The gondola would be a top-drive with an hourly capacity of 1,800 people per hour, and would include a mid-station with access to an area of beginner terrain with surface lifts as well as other programming, like camping sites or yurts and a potential tubing area. It would originate adjacent to the existing Summit Pass chairlift bottom terminal and terminate at a top terminal adjacent to the top terminal of the Jeff Flood Express, providing direct access to the upper mountain for guests and employees.
The gondola aims to shift parking patterns by driving more guests to the Summit Pass base area, alleviating the congestion on OR Highway 173 (the Timberline Road). To support that, the Summit Pass base area would also be reconfigured. The plan would remove some parking from the Timberline Lodge and add 500 to 600 parking spaces at Summit Pass, and reconfigure some access and circulation roads.

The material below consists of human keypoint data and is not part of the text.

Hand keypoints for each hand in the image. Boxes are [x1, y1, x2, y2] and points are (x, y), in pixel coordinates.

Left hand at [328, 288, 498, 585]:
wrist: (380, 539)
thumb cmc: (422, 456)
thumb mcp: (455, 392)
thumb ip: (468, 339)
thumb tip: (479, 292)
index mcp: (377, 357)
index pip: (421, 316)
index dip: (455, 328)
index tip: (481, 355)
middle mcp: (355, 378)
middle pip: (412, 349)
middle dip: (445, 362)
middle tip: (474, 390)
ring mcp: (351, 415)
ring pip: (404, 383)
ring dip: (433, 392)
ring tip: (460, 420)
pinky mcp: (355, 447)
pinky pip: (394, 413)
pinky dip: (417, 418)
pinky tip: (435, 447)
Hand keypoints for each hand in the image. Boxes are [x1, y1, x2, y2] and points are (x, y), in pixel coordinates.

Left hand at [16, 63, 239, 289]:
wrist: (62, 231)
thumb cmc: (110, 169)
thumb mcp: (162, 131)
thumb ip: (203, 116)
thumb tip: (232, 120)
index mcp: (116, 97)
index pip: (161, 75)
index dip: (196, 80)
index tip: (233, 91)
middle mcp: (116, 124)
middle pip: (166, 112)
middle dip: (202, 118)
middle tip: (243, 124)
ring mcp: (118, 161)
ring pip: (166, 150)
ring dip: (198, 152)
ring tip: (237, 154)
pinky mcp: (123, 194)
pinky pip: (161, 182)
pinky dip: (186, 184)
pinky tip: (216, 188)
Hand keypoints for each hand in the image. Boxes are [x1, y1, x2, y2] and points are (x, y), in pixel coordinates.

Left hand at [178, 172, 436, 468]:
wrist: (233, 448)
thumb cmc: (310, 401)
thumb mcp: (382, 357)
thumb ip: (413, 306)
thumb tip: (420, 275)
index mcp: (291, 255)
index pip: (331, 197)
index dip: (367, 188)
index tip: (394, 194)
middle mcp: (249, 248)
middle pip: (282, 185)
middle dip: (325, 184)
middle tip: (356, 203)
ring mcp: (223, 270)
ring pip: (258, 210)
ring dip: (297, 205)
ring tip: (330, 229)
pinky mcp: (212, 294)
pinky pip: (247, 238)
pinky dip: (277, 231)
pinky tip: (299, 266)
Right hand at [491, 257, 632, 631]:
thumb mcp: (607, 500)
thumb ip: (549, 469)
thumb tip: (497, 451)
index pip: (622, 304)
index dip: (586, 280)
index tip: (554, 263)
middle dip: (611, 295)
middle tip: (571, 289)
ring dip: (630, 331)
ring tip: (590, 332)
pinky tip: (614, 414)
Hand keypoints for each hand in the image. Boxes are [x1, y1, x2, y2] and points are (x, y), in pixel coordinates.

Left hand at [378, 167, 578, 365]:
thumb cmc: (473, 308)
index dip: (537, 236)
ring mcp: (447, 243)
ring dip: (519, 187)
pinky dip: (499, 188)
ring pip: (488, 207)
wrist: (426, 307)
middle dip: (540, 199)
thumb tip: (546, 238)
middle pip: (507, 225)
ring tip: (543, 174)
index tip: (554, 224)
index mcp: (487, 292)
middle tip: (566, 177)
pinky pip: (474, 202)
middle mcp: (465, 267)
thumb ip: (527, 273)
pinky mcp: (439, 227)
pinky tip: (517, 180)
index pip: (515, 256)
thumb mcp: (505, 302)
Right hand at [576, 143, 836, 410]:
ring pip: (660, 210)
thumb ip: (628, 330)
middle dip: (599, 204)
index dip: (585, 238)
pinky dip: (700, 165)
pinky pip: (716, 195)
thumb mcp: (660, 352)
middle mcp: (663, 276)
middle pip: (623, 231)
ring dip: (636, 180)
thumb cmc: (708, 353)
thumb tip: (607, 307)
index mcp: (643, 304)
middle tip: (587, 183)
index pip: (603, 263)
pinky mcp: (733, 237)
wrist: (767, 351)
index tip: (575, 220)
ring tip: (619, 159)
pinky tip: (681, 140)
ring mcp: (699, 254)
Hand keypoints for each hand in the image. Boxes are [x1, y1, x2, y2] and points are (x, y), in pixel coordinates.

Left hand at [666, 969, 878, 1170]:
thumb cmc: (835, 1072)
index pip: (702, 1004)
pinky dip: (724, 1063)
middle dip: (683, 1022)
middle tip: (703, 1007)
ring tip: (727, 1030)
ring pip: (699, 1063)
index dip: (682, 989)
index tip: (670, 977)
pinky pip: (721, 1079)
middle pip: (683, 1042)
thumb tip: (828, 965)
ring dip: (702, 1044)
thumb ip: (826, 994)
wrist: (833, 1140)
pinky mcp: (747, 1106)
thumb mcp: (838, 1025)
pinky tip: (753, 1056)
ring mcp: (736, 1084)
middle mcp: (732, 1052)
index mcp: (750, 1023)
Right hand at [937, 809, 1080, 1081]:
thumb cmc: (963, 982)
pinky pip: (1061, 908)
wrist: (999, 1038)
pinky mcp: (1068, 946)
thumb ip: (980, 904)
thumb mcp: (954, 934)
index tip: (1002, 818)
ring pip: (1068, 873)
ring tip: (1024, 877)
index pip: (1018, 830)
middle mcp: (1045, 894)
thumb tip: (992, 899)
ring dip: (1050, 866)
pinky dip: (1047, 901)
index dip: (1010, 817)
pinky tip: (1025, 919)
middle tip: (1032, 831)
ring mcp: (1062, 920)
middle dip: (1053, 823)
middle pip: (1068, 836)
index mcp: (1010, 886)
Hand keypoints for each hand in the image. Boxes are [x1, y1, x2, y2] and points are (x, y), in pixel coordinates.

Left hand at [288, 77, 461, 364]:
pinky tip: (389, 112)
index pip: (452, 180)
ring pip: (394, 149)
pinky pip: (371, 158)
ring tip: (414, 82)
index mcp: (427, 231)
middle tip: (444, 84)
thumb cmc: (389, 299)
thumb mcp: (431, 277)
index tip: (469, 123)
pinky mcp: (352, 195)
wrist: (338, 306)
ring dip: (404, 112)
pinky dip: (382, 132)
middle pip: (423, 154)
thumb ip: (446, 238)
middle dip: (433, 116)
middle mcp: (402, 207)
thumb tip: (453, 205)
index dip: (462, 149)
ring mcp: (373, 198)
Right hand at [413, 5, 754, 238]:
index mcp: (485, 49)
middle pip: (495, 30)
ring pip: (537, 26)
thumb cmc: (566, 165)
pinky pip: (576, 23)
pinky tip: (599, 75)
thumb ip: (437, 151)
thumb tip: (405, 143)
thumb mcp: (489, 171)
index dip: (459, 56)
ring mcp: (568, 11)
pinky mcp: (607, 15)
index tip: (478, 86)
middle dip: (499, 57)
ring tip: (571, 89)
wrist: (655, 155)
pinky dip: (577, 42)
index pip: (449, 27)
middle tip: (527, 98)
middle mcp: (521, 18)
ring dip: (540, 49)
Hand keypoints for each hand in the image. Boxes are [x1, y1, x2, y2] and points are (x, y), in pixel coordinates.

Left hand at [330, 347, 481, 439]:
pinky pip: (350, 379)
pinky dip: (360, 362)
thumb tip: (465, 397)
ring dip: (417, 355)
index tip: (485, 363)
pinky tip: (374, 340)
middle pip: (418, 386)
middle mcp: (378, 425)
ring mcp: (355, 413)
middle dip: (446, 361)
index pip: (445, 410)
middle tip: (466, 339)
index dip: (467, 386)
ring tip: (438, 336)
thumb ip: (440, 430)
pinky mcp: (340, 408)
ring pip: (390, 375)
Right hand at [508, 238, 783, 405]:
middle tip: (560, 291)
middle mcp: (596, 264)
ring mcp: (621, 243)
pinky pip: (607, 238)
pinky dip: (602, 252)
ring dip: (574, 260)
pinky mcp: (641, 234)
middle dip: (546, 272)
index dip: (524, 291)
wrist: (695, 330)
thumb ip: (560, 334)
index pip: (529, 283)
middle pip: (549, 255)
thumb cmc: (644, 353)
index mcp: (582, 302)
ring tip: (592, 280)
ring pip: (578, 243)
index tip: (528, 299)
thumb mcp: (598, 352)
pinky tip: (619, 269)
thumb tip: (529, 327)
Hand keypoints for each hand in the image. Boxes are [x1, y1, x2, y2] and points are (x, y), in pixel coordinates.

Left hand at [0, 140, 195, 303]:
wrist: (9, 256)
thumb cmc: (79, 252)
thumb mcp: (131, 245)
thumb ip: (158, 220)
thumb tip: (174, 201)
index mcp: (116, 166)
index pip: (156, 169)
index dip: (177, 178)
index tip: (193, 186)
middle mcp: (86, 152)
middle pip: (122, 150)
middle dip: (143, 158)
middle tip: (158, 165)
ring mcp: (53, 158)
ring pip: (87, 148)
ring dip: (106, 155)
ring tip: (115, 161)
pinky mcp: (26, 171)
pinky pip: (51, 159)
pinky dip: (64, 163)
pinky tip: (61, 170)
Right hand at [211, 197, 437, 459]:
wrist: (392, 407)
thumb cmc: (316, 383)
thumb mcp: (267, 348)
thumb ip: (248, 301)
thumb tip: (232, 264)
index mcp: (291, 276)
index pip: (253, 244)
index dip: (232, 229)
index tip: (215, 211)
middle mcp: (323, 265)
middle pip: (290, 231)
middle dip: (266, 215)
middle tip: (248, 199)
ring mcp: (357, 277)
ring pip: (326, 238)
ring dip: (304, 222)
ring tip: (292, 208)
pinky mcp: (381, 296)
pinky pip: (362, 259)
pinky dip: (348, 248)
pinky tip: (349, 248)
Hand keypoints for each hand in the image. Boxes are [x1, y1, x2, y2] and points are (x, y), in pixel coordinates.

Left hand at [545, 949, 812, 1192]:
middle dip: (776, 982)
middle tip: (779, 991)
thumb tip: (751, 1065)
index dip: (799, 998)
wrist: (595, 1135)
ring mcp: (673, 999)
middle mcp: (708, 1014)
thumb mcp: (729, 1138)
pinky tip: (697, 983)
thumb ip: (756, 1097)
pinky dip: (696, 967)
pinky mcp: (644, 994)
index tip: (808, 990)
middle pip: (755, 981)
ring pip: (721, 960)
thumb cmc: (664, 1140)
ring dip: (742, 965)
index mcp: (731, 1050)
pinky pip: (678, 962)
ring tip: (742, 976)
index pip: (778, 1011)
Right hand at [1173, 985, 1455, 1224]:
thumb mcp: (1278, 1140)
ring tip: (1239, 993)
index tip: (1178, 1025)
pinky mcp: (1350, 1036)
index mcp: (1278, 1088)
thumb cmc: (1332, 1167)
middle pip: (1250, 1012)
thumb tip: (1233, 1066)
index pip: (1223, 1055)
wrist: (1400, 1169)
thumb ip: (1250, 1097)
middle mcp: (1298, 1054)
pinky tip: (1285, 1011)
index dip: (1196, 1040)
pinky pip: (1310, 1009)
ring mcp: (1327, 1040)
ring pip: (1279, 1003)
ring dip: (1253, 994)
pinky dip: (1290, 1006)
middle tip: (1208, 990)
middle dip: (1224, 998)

A new 20,000-square-foot lodge at Summit Pass would include restaurant service and seating, ticketing, ski school, retail, restrooms, a daycare center for guests and employees, and a deck with additional seating and direct access to the planned gondola and the Summit Pass chairlift.
Pending USFS approval, other provisions in the plan include an upgrade to the Summit Pass chairlift (a 1980s fixed-grip double), the addition of several new surface lifts, upgrades to the terrain network, construction of the Molly’s Portal Day Lodge on the upper mountain, expanded maintenance facilities, snowmaking, night lighting, utilities, and ski patrol facilities.